St. Mary's Cathedral (or its full name Cathedral of Saint Mary of the Immaculate Conception) in Kingston, Ontario, Canada is a Roman Catholic cathedral. It is one of three churches located within 600m along Clergy Street (the others are Chalmers United Church, and St. Andrew's Presbyterian Church). It is one of two cathedrals in Kingston, the other being the Anglican St. George's Cathedral on King Street.

== History ==
Designed by architect James R. Bowes, construction began in 1842. The cathedral was officially opened October 4, 1848. It was greatly enlarged in 1889 with a design by Joseph Connolly.

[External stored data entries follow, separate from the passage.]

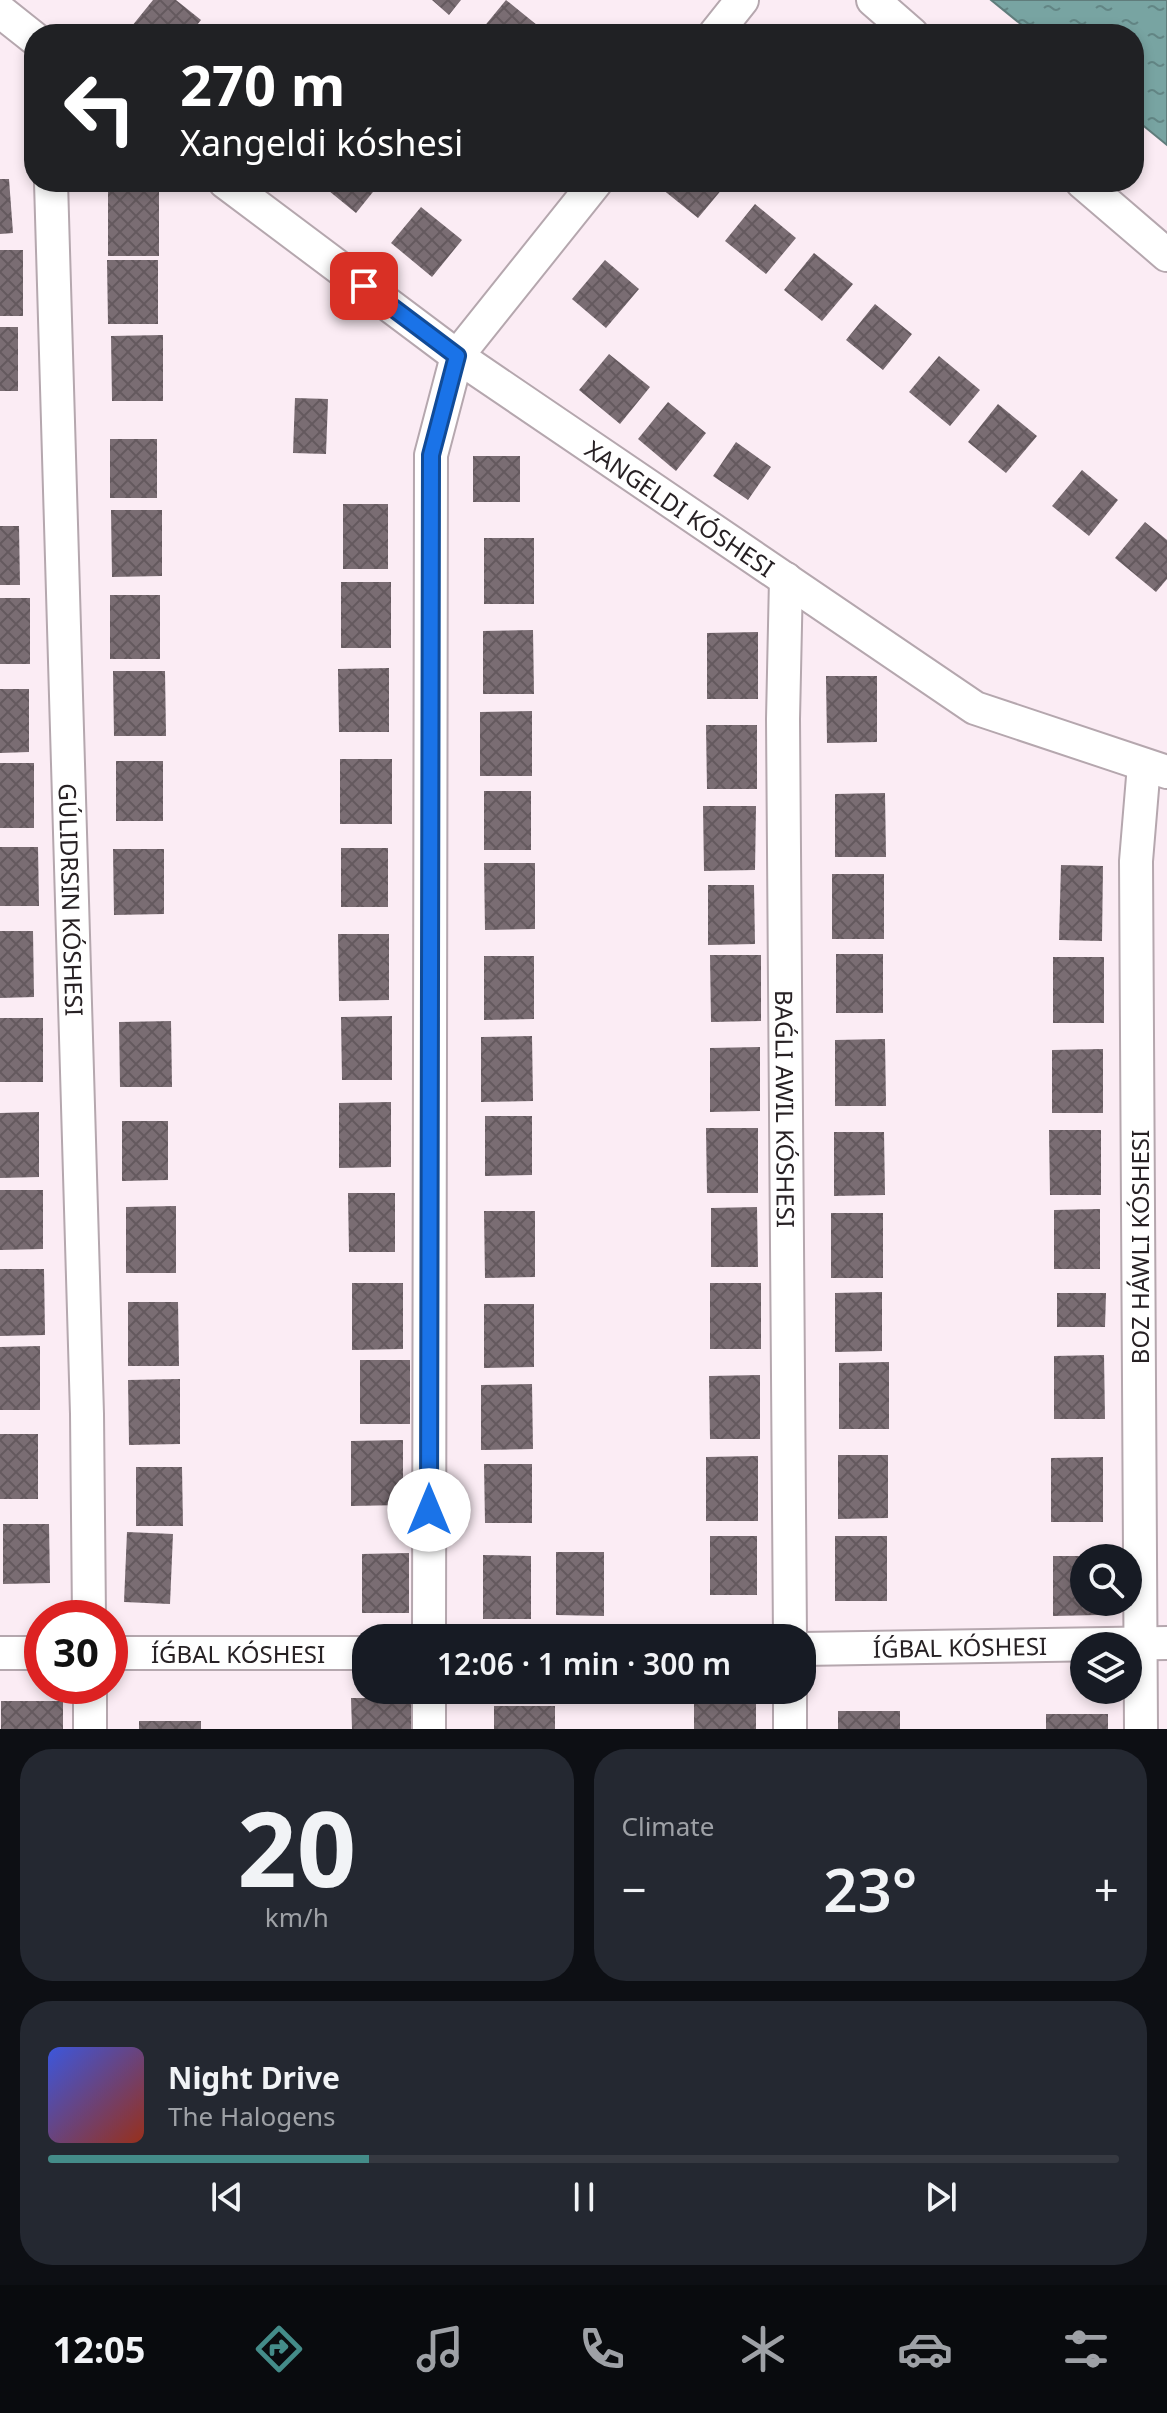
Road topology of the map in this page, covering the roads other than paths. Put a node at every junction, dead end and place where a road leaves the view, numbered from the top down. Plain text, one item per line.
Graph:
1 (742, 0) edge
2 (873, 0) edge
3 (0, 11) edge
4 (723, 24) edge
5 (901, 24) edge
6 (24, 30) edge
7 (51, 192) edge
8 (238, 192) edge
9 (588, 192) edge
10 (1094, 192) edge
11 (1167, 255) edge
12 (457, 356) junction
13 (786, 579) junction
14 (1156, 768) edge
15 (89, 1600) edge
16 (429, 1624) edge
17 (790, 1624) edge
18 (1154, 1643) edge
19 (816, 1649) edge
20 (0, 1653) edge
21 (24, 1653) edge
22 (128, 1653) edge
23 (352, 1653) edge
24 (90, 1704) edge
25 (429, 1704) edge
26 (790, 1704) edge
27 (90, 1729) edge
28 (429, 1729) edge
29 (790, 1729) edge
30 (1141, 1729) edge

1 - 4 street
2 - 5 street
3 - 6 street
7 - 15 street, GÚLIDRSIN KÓSHESI
8 - 12 street, XANGELDI KÓSHESI
9 - 12 street
10 - 11 street
12 - 13 street, XANGELDI KÓSHESI
12 - 16 street
13 - 14 street, XANGELDI KÓSHESI
13 - 17 street
14 - 18 street, BOZ HÁWLI KÓSHESI
18 - 19 street, ÍǴBAL KÓSHESI
18 - 30 street, BOZ HÁWLI KÓSHESI
20 - 21 street
22 - 23 street, ÍǴBAL KÓSHESI
24 - 27 street
25 - 28 street
26 - 29 street

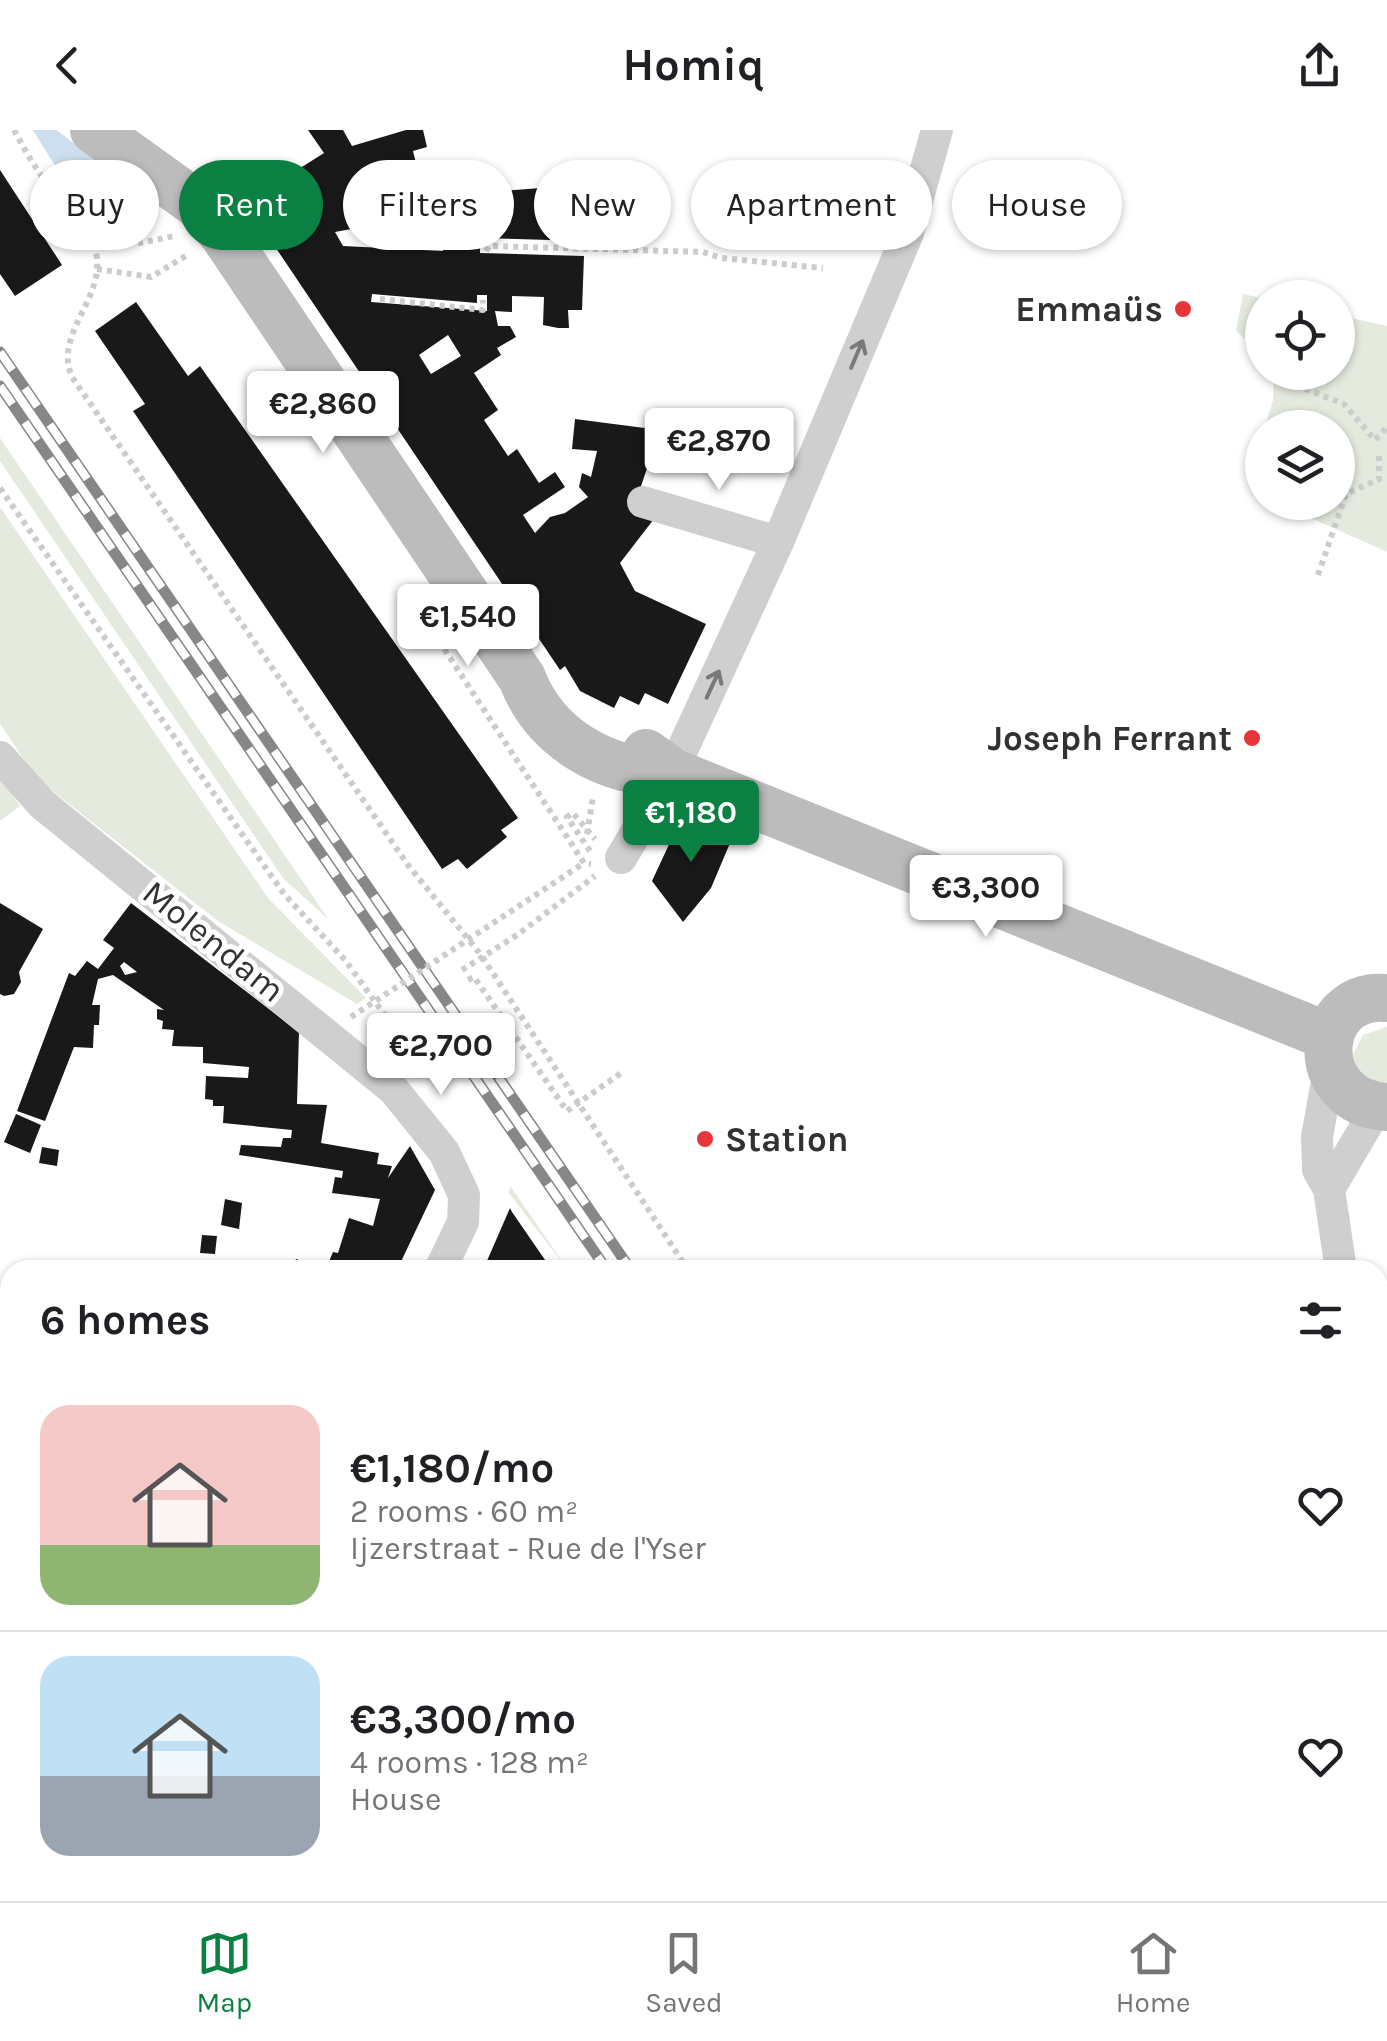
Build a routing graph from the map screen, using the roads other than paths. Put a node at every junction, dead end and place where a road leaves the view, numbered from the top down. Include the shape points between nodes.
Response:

The spire rises to a height of 242 feet, and this is believed to be the tallest structure in the entire city of Kingston.

== Renovations ==
Extensive structural renovations were performed between 1987 and 1995, including rebuilding much of the north wall and replacing the 50-year-old asbestos roof (itself a replacement of the original tin roof) with slate tiles. The renovations cost approximately $7,000,000.

== Stained Glass Windows ==
St Mary's Cathedral did not have any stained glass windows until 1885, when they were commissioned as part of the renovations Archbishop James Vincent Cleary was leading.

== Events and Anniversaries ==
The Cathedral has been the location for a number of consecrations for Bishops and Archbishops over the years.

St Mary's Cathedral celebrated its 125th anniversary in 1973.

For the 175th anniversary in 2023, St Mary's held a special Lessons and Carols service. As well, the parish published two books about its stained glass windows: a coloring book, and a coffee table book detailing the windows' history.